The harshest criticism came from Luca Cordero di Montezemolo, Ferrari’s former chairman, who led the company for more than two decades. “We’re risking the destruction of a legend, and I’m truly sorry about that. I hope they at least remove the prancing horse [logo],” he said, according to The Guardian.

That line landed because Montezemolo is not just another commenter with a phone and a grudge. He is one of the people most associated with modern Ferrari’s mythology, and a TikTok clip of his criticism has been circulating as a kind of shorthand for the traditionalist backlash.

There is also a larger brand story underneath the outrage. Ferrari has always balanced heritage and evolution, and a recent Wall Street Journal piece on Montezemolo and Ferrari’s brand identity is useful context for why this particular EV feels like more than another model launch.

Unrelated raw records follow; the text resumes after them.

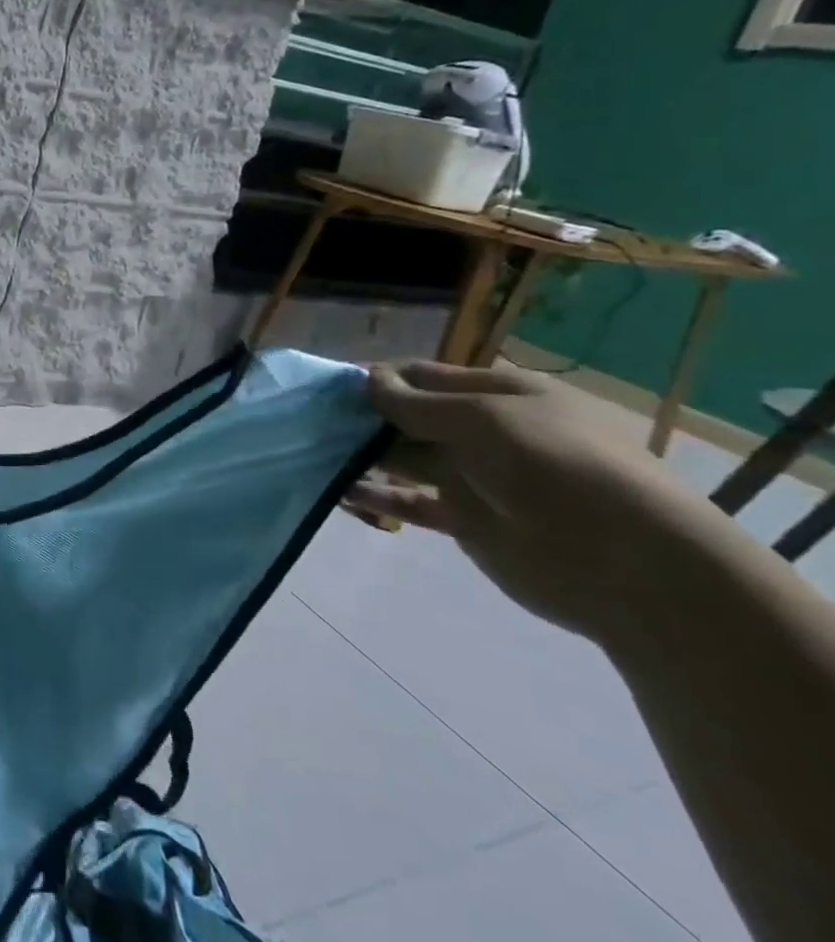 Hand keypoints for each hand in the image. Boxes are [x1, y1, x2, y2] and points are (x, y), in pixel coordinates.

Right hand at [345, 362, 719, 643]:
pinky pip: (411, 502)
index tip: (329, 385)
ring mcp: (476, 477)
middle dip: (364, 416)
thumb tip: (366, 378)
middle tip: (310, 421)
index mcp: (502, 395)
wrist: (630, 565)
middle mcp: (486, 431)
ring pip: (405, 457)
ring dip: (364, 454)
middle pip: (411, 416)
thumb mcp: (484, 419)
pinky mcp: (467, 520)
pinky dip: (377, 495)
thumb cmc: (557, 468)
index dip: (378, 378)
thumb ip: (418, 403)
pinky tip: (339, 491)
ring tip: (313, 452)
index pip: (425, 376) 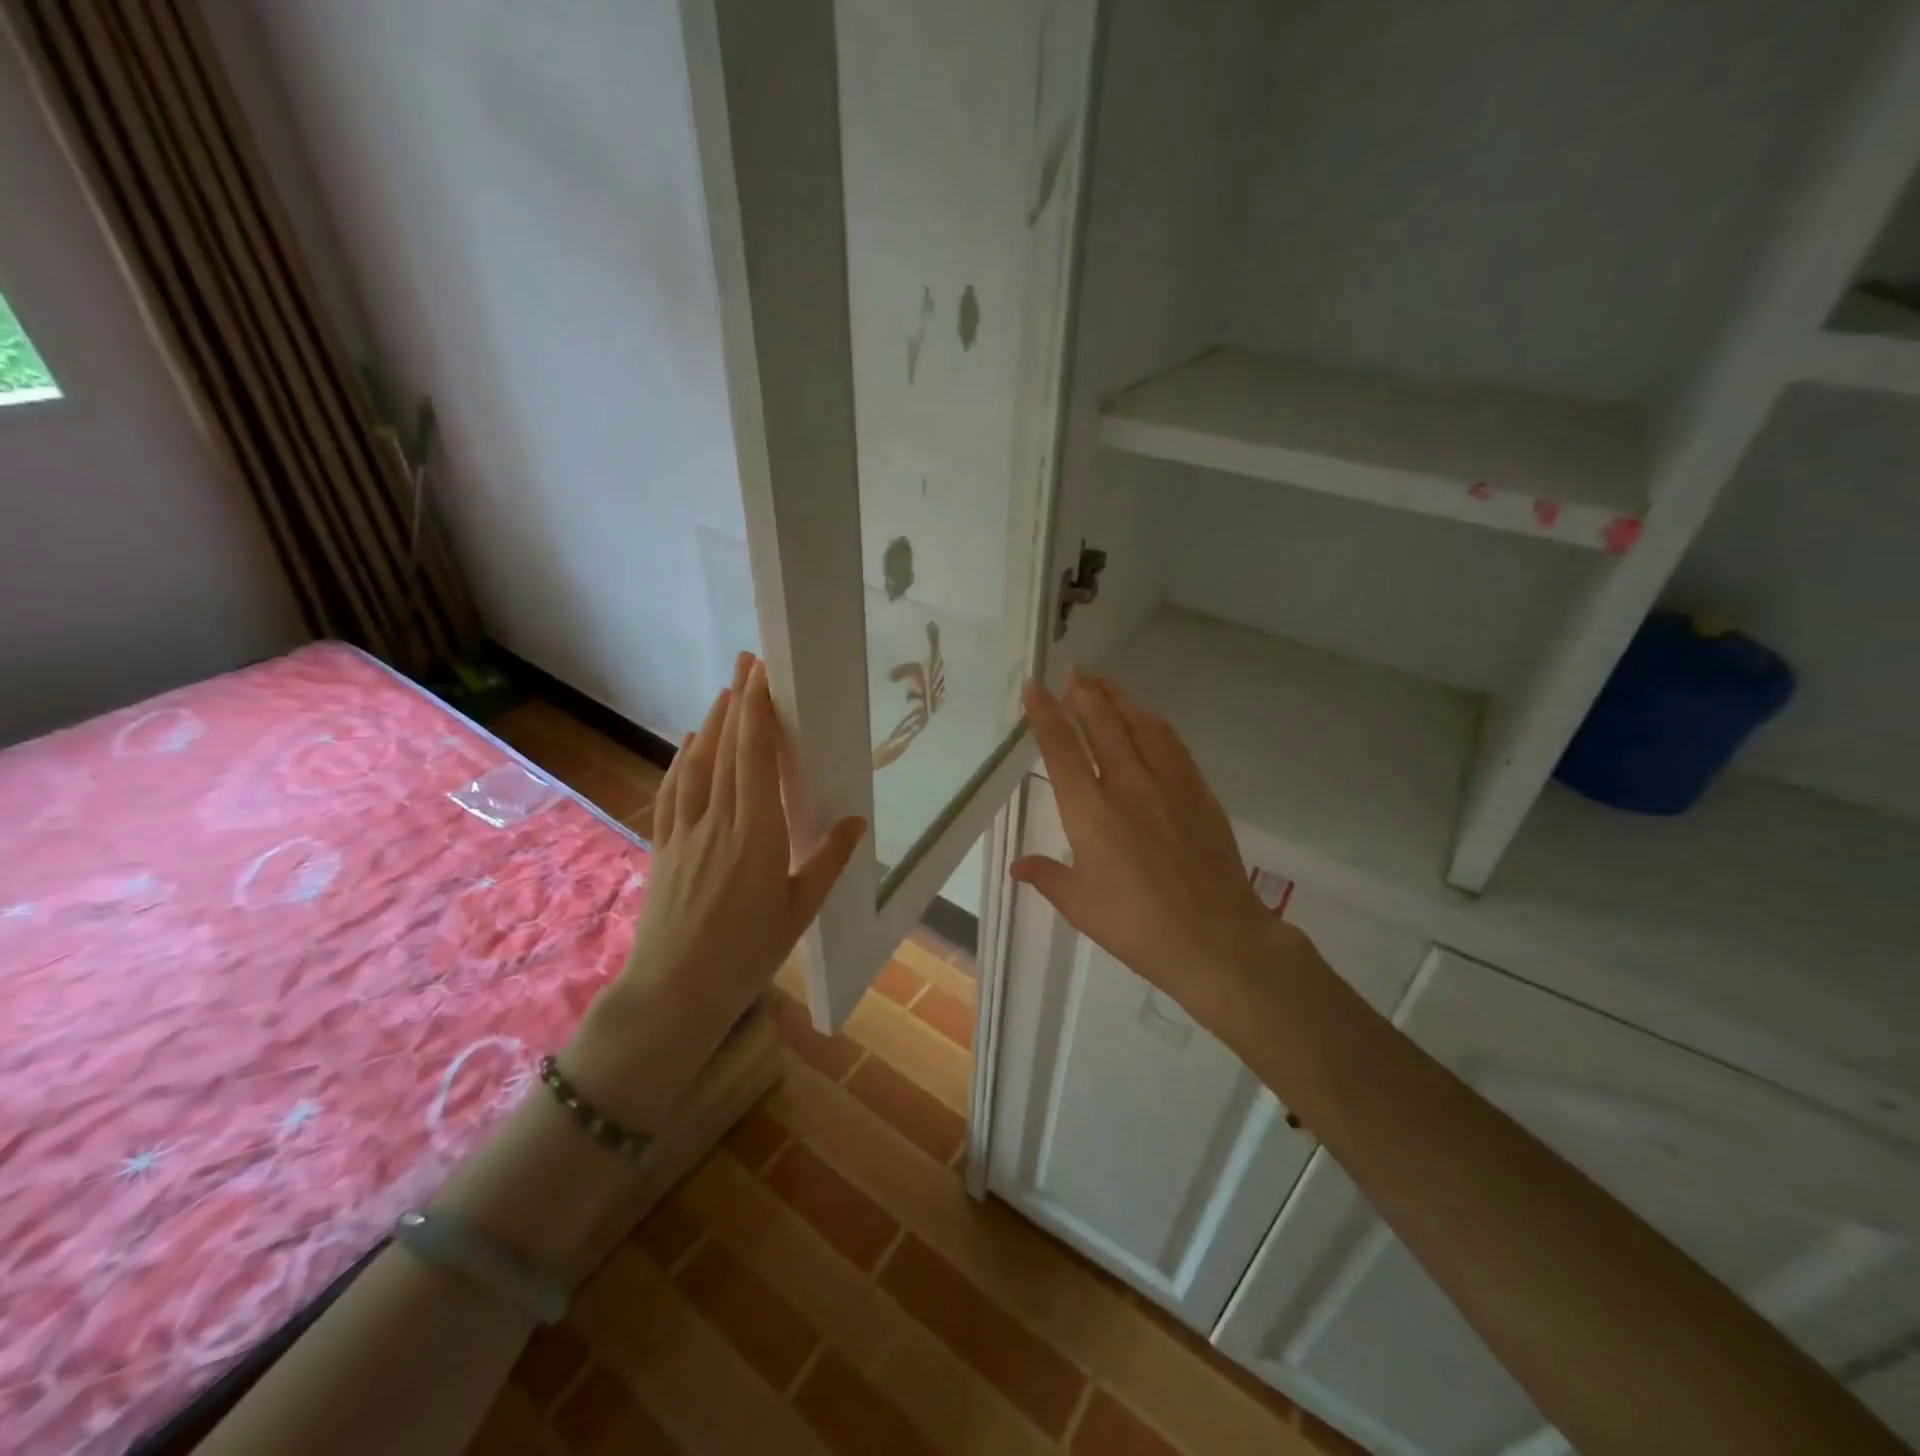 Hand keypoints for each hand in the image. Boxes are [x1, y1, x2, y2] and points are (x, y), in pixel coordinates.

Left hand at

The interior front cockpit view of the Ferrari Luce

Ferrari Says the Luce Is Still a Ferrari

Ferrari’s answer is simple: see the car, drive the car, then judge the car. CEO Benedetto Vigna has pushed back against the criticism, saying the company is seeing strong interest from both existing and new customers.

The company showed the Luce to 1,600 customers during the Rome launch, opened order books shortly afterward, and had already received bank transfers from interested buyers, Vigna said in comments covered by Reuters. He also stressed that the Luce is an addition to Ferrari’s lineup, not a replacement for gasoline-powered or hybrid models.

That distinction matters. Ferrari is not turning the whole showroom into a silent electric lounge, which is probably the only way the company could attempt this without starting a small civil war among collectors.

The sound strategy is also more interesting than a simple fake-engine soundtrack. Ferrari developed a system that captures mechanical sound from inside the rear axle and processes it based on drive mode, tying the Luce’s acoustic signature to the electric hardware instead of piping in recycled V-12 theater.

The interior may end up being the car’s strongest argument. The Luce leans into physical controls, OLED displays, steering-wheel switchgear, regenerative braking paddles, torque-adjustment paddles, and a center touchscreen that can pivot toward either the driver or front passenger.

The Ferrari Luce interior overhead view

What This Means for Electric Performance Cars

The Luce is bigger than one controversial Ferrari because it shows how difficult electrification becomes when a brand sells emotion as much as transportation. For mainstream automakers, the EV conversation often centers on range, charging speed, price, and incentives, but Ferrari has to solve for desire.

That is a much harder assignment. Electric performance is no longer the difficult part, since plenty of EVs are brutally quick, and the Luce clearly has enough power to rearrange a passenger’s thoughts.

For another look at how exotic brands are blending electrification with theater, McLaren’s plug-in Artura shows how batteries can support performance without erasing supercar personality in our Artura road test

The harder question is whether an EV can create the same sense of occasion in a segment where sound, vibration, gearshifts, and mechanical ritual have always been part of the price. Ferrari is not only asking buyers to accept a plug. It is asking them to accept a new definition of Ferrari emotion.

The backlash was inevitable because the first electric Ferrari was never going to please everyone. If the Luce had looked like a normal Ferrari, critics would have called it timid, and because it looks so different, they are calling it heresy.

The truth is more interesting. Ferrari built an electric car that forces the brand to answer its hardest question in public: how much can the prancing horse change before people stop recognizing it?

For now, Ferrari says customers are interested, critics should see the car in person, and the Luce is not replacing the engines that built the brand. That may be enough for buyers with the money and curiosity to want something no Ferrari has ever been before.

If Ferrari gets this right, it may prove that even the loudest skeptics can be won over when the product feels special enough. If it gets it wrong, the Luce may become a case study in how hard it is to electrify a legend without dimming what made it one in the first place.